● **YOUR ASSIGNMENT**
Return, unaltered, every line from the beginning of the material below up to and including the one with "Road topology of".

● **DATA**
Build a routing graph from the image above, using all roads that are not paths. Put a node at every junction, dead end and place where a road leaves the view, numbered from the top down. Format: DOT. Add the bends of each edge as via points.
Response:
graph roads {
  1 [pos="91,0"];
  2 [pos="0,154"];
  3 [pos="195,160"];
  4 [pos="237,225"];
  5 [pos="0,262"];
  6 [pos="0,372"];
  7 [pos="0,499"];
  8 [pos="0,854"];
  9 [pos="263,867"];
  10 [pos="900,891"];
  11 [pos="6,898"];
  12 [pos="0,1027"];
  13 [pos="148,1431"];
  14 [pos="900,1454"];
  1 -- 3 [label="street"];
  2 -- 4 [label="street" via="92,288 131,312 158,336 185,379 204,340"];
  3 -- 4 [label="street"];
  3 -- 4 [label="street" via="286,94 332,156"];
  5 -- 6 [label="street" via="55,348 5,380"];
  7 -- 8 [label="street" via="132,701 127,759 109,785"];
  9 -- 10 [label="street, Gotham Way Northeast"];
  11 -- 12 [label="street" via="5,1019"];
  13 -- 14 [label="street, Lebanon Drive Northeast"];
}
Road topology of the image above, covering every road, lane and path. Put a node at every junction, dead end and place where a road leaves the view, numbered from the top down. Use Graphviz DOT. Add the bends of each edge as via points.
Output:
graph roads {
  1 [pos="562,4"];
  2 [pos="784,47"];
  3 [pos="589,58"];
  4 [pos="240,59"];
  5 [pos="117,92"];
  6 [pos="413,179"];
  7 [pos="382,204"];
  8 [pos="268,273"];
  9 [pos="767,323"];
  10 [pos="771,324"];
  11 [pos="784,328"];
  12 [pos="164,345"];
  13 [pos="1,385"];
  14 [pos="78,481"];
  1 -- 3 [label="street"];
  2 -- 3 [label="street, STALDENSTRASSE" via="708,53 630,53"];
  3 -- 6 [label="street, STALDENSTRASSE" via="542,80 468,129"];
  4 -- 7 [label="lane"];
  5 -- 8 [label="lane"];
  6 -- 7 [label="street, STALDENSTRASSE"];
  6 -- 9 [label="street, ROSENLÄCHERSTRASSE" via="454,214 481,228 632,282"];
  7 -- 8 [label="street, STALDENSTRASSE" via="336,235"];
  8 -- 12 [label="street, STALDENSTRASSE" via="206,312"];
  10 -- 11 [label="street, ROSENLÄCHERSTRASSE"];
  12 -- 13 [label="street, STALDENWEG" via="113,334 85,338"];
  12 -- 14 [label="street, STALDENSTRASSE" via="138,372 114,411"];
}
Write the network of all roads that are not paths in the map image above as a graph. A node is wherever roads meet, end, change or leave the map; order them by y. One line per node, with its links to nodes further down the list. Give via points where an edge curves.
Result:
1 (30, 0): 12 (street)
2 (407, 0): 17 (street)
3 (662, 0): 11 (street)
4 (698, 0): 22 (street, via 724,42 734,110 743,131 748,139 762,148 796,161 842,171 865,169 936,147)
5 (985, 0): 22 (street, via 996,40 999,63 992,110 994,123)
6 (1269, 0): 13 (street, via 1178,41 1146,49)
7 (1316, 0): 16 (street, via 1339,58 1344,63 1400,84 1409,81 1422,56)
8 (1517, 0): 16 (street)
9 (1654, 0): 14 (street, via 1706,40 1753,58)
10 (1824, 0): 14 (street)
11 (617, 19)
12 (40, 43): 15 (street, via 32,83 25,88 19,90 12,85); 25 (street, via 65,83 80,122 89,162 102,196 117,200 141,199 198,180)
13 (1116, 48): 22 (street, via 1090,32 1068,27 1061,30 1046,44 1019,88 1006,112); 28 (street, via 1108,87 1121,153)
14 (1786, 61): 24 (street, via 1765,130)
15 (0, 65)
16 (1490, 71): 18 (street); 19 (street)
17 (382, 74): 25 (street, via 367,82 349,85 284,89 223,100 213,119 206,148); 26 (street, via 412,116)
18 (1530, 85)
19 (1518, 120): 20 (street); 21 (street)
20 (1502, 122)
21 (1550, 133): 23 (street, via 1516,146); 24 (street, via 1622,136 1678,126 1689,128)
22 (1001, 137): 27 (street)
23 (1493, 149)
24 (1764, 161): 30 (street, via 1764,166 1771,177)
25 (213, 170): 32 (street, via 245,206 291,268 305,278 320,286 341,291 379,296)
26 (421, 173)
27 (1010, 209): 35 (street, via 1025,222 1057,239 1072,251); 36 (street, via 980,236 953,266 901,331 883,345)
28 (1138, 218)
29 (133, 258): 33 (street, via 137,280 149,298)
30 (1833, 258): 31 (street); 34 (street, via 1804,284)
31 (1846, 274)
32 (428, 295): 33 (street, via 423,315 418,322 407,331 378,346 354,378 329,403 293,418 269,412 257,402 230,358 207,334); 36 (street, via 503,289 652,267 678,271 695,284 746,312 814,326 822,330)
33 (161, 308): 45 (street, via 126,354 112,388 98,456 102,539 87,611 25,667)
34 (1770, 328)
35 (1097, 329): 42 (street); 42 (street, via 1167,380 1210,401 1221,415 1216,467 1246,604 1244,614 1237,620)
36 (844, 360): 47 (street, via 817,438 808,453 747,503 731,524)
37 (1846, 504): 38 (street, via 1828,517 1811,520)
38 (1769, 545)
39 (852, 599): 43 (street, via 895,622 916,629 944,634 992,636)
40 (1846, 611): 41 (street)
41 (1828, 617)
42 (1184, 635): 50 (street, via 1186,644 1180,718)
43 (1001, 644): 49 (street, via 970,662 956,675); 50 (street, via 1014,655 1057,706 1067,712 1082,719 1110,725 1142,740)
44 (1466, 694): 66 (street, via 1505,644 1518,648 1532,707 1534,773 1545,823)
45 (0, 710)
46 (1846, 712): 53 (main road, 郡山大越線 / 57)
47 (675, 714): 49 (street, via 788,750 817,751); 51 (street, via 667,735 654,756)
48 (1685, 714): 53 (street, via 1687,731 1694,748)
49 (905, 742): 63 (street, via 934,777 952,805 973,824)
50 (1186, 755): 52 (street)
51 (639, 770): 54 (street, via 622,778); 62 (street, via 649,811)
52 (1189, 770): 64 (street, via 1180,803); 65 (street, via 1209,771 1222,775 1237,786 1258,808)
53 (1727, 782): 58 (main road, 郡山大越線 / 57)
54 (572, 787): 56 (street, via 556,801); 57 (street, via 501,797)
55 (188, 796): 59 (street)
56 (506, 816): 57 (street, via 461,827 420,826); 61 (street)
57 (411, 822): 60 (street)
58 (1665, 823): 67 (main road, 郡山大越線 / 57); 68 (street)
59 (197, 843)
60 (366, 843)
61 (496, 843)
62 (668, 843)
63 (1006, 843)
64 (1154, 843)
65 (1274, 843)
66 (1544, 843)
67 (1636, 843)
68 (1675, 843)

● **REPLY**
Build a routing graph from the image above, using all roads that are not paths. Put a node at every junction, dead end and place where a road leaves the view, numbered from the top down. Format: DOT. Add the bends of each edge as via points.
Response:
graph roads {
  1 [pos="91,0"];
  2 [pos="0,154"];
  3 [pos="195,160"];
  4 [pos="237,225"];
  5 [pos="0,262"];
  6 [pos="0,372"];
  7 [pos="0,499"];
  8 [pos="0,854"];
  9 [pos="263,867"];
  10 [pos="900,891"];
  11 [pos="6,898"];
  12 [pos="0,1027"];
  13 [pos="148,1431"];
  14 [pos="900,1454"];
  1 -- 3 [label="street"];
  2 -- 4 [label="street" via="92,288 131,312 158,336 185,379 204,340"];
  3 -- 4 [label="street"];
  3 -- 4 [label="street" via="286,94 332,156"];
  5 -- 6 [label="street" via="55,348 5,380"];
  7 -- 8 [label="street" via="132,701 127,759 109,785"];
  9 -- 10 [label="street, Gotham Way Northeast"];
  11 -- 12 [label="street" via="5,1019"];
  13 -- 14 [label="street, Lebanon Drive Northeast"];
}
Road topology of the image above, covering every road, lane and path. Put a node at every junction, dead end and place where a road leaves the view, numbered from the top down. Use Graphviz DOT. Add the bends of each edge as via points.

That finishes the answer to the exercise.